**Your objective**
Scan the records for "Анкудиновское" and copy each line that contains it.

**Material shown**

+++

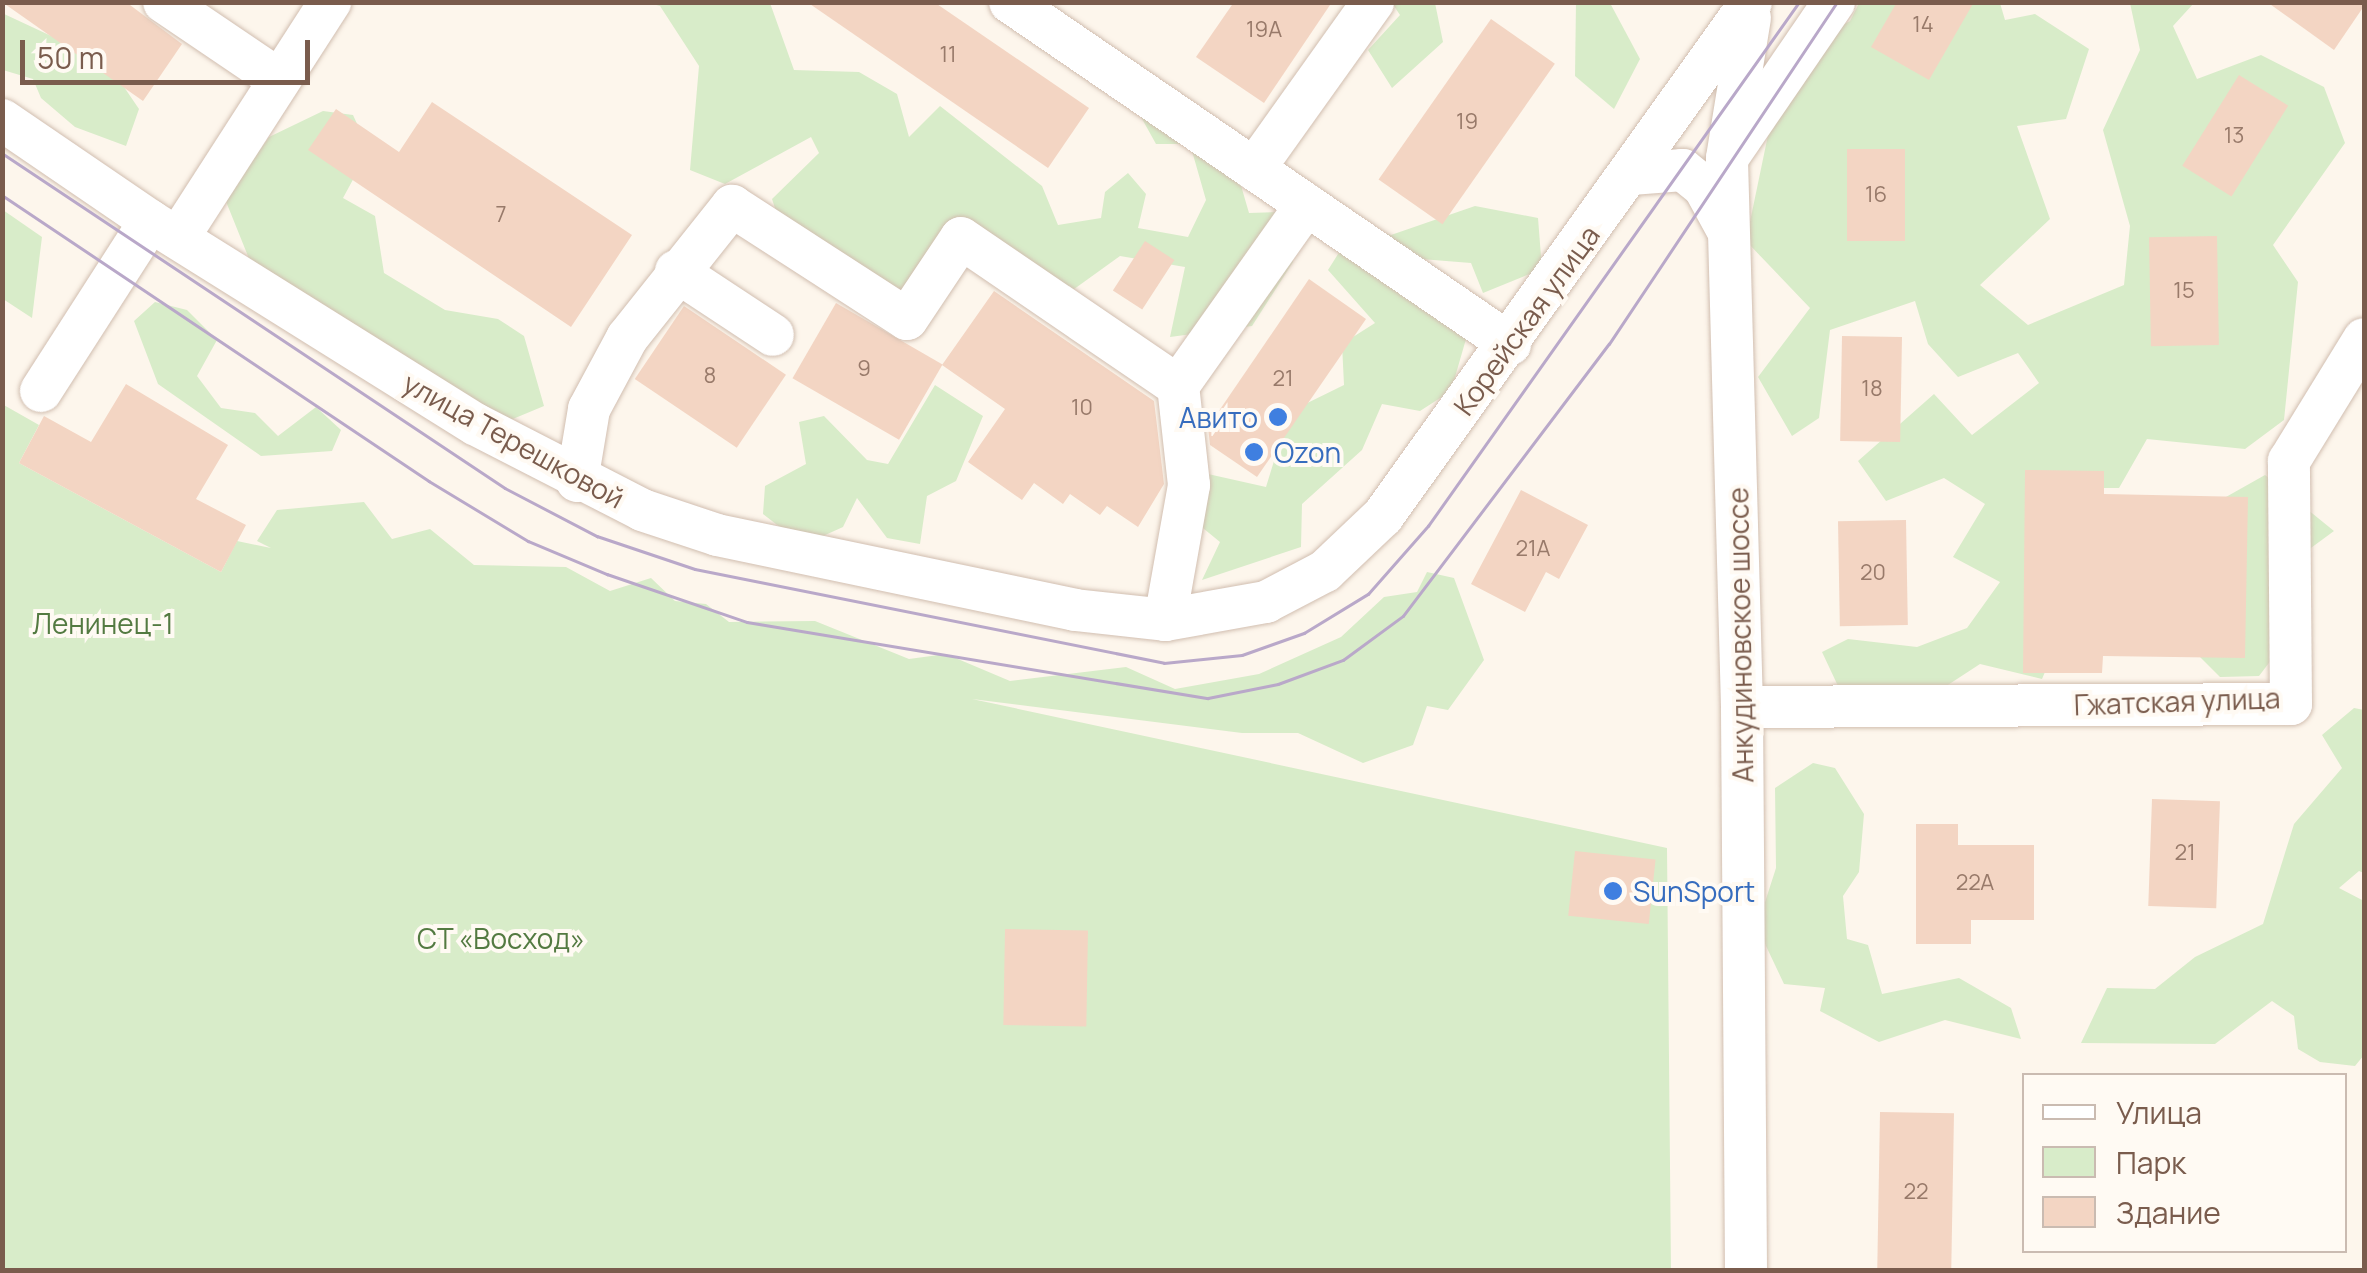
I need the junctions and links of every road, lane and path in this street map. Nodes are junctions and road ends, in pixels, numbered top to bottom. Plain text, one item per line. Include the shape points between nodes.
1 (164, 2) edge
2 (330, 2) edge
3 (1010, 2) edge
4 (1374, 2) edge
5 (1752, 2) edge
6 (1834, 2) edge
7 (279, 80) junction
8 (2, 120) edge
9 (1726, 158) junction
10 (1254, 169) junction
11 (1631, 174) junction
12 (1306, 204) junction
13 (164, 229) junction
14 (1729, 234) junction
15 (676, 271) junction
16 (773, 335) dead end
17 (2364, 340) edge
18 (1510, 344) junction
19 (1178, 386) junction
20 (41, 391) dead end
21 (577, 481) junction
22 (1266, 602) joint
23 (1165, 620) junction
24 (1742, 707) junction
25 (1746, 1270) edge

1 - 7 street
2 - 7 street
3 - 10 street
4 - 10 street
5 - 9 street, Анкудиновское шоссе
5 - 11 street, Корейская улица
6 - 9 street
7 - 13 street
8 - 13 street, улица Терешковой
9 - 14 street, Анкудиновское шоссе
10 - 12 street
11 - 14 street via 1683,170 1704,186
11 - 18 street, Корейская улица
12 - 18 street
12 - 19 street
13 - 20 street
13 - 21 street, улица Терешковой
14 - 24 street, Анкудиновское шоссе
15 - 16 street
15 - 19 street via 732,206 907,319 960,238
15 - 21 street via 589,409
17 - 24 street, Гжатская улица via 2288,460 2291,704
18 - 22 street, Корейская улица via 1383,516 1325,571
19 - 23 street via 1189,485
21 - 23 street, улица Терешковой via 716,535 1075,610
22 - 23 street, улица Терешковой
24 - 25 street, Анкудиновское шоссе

+++

**The answer**
5 - 9 street, Анкудиновское шоссе
9 - 14 street, Анкудиновское шоссе
14 - 24 street, Анкудиновское шоссе
24 - 25 street, Анкудиновское шоссе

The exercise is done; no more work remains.